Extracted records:

- - -

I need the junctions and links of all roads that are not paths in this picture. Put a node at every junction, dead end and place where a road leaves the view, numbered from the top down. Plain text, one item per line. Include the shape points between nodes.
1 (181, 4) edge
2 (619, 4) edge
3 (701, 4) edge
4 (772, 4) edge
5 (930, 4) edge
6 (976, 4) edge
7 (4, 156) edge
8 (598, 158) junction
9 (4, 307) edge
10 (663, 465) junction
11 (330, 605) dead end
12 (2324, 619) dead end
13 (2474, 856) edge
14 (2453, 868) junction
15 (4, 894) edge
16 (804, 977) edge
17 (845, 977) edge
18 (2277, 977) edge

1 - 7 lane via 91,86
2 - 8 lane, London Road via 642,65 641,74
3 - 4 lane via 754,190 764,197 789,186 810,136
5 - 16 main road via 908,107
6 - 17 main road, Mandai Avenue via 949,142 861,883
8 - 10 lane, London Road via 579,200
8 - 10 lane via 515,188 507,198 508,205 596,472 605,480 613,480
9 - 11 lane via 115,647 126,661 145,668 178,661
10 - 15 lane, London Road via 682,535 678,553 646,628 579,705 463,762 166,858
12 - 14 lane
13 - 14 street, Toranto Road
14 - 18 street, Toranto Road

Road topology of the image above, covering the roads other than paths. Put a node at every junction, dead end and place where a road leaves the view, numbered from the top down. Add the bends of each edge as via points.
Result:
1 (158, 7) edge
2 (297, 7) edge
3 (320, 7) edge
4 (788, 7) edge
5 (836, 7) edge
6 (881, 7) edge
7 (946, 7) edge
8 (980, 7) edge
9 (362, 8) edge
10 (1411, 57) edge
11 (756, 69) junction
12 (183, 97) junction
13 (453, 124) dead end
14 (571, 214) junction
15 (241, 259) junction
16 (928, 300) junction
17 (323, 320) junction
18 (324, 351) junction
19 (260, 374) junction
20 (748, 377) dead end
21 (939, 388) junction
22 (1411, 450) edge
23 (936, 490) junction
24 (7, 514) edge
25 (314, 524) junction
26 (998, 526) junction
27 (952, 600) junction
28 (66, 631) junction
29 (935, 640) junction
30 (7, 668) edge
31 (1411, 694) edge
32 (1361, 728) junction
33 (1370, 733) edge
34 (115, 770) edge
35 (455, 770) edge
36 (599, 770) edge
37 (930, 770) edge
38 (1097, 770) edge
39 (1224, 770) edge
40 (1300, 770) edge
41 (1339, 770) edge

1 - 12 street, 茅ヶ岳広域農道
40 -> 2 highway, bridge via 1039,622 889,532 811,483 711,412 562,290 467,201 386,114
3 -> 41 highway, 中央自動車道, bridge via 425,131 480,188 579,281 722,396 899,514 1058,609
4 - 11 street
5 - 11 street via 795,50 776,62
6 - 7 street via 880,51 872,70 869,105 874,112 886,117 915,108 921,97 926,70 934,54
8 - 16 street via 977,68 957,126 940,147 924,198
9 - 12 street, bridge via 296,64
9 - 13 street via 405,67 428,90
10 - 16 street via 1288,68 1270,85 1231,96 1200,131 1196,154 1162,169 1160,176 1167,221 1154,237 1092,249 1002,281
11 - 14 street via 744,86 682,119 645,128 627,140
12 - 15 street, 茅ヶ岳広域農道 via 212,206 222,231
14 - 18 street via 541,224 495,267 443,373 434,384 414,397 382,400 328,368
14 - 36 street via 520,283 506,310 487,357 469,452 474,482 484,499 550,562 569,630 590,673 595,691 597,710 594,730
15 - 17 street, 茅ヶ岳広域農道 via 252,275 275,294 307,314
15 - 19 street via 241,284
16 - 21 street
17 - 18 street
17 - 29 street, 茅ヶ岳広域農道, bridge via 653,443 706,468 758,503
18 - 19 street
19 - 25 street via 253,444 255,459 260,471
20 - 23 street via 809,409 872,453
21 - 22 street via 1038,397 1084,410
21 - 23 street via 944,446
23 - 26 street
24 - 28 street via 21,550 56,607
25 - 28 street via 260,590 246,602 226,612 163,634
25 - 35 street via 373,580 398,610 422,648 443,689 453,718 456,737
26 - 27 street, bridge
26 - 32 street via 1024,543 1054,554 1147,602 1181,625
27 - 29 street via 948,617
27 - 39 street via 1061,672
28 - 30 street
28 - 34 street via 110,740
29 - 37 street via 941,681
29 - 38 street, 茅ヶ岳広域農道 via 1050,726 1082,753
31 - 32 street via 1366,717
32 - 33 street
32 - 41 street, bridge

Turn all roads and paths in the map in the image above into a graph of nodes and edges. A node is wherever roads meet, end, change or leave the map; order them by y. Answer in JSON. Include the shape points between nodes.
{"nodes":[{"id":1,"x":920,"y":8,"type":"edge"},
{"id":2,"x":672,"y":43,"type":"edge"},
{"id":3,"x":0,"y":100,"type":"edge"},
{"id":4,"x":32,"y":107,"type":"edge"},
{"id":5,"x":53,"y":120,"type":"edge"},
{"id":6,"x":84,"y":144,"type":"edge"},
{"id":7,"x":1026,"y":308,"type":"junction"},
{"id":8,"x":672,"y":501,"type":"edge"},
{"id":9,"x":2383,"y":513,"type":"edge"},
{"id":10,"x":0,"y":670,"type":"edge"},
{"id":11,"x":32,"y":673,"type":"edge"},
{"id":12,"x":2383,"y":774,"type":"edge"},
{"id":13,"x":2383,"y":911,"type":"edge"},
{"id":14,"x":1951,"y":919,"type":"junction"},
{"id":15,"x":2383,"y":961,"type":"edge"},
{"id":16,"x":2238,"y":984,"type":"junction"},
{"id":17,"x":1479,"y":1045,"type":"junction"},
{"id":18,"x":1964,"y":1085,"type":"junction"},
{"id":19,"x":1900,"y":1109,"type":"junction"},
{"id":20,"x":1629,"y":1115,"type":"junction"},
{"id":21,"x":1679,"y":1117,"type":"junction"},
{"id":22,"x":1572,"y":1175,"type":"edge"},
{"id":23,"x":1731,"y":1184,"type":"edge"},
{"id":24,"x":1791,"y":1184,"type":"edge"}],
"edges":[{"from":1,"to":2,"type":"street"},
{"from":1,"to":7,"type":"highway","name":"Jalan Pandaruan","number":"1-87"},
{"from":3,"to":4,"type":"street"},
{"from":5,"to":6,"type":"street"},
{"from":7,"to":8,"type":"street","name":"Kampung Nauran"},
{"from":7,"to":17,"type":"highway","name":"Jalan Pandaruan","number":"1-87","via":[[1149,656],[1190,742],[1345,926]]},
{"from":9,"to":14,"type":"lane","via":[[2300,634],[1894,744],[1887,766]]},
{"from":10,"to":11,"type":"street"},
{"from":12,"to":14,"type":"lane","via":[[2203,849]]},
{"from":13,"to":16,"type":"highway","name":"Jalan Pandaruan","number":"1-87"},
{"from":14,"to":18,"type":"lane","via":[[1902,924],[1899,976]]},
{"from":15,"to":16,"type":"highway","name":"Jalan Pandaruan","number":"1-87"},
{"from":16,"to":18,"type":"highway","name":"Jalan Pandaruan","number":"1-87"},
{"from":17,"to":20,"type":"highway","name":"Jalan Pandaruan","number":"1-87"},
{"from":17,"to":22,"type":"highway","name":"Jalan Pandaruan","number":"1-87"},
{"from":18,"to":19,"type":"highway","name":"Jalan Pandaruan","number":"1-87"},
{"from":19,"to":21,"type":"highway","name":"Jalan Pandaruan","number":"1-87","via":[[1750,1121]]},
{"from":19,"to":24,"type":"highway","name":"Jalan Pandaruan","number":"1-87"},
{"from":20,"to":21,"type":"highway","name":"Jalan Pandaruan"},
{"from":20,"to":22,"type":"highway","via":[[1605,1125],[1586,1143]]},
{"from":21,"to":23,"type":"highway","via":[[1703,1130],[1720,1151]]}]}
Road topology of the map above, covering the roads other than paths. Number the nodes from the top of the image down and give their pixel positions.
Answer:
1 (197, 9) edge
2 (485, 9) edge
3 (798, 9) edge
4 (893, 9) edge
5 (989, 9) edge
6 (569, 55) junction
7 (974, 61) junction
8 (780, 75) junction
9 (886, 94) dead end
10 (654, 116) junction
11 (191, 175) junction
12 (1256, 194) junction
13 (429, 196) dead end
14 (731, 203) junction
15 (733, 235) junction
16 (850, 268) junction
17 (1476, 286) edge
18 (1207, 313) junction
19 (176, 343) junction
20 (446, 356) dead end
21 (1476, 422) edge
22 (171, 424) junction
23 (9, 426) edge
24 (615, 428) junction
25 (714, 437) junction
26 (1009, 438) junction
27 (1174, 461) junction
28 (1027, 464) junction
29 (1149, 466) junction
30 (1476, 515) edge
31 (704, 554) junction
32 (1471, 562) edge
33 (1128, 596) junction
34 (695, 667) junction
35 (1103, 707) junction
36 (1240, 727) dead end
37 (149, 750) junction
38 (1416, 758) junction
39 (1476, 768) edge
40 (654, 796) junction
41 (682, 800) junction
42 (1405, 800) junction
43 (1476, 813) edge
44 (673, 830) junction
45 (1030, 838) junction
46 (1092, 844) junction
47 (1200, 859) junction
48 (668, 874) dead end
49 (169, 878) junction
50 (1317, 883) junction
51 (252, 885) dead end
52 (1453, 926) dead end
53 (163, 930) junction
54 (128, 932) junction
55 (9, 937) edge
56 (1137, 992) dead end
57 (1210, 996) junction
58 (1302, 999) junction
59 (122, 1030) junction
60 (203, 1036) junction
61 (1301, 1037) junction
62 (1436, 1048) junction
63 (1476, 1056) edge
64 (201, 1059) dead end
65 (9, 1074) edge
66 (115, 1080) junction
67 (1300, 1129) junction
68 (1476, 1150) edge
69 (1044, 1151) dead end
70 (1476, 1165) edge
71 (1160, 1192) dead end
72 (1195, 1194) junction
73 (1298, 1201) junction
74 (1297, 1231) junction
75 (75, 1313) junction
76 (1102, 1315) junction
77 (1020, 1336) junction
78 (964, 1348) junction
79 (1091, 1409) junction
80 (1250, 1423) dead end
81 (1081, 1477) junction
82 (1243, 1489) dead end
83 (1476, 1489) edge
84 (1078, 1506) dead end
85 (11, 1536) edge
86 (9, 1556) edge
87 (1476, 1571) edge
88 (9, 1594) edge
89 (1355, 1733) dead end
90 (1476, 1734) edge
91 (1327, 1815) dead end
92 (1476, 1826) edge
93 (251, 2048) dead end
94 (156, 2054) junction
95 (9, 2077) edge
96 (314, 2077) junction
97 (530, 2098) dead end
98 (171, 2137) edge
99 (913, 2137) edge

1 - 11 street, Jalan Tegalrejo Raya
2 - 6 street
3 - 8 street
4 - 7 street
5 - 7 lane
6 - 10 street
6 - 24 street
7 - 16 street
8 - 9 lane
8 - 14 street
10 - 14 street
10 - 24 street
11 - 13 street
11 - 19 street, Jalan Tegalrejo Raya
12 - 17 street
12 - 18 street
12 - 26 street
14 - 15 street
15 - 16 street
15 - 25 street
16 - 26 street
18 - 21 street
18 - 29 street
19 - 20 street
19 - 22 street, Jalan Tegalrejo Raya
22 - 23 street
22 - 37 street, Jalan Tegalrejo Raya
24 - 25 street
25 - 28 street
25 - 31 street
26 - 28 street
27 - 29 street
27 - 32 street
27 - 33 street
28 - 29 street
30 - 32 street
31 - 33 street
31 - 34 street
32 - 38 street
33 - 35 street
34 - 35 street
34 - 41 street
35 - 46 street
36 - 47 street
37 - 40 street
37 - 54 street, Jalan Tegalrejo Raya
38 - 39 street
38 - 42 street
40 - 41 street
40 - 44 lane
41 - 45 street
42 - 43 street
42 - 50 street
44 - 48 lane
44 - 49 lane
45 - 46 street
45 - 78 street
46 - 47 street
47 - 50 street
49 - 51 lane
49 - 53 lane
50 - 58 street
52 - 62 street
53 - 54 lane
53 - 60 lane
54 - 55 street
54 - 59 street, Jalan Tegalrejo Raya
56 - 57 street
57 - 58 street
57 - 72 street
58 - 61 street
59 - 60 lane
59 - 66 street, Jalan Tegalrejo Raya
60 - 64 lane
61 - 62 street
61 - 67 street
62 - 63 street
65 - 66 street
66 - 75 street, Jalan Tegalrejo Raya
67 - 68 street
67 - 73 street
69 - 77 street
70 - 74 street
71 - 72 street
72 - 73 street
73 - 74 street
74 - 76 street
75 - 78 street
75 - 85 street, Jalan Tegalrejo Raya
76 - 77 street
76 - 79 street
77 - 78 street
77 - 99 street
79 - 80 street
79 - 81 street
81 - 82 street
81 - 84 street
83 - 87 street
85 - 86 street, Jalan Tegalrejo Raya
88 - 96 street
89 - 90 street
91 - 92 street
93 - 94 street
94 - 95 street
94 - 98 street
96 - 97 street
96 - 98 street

- - -

Filter the entries down to the lines with the word "edges" in them.

Turn all roads and paths in the map in the image above into a graph of nodes and edges. A node is wherever roads meet, end, change or leave the map; order them by y. Answer in JSON. Include the shape points between nodes.
"edges":[{"from":1,"to":2,"type":"street"},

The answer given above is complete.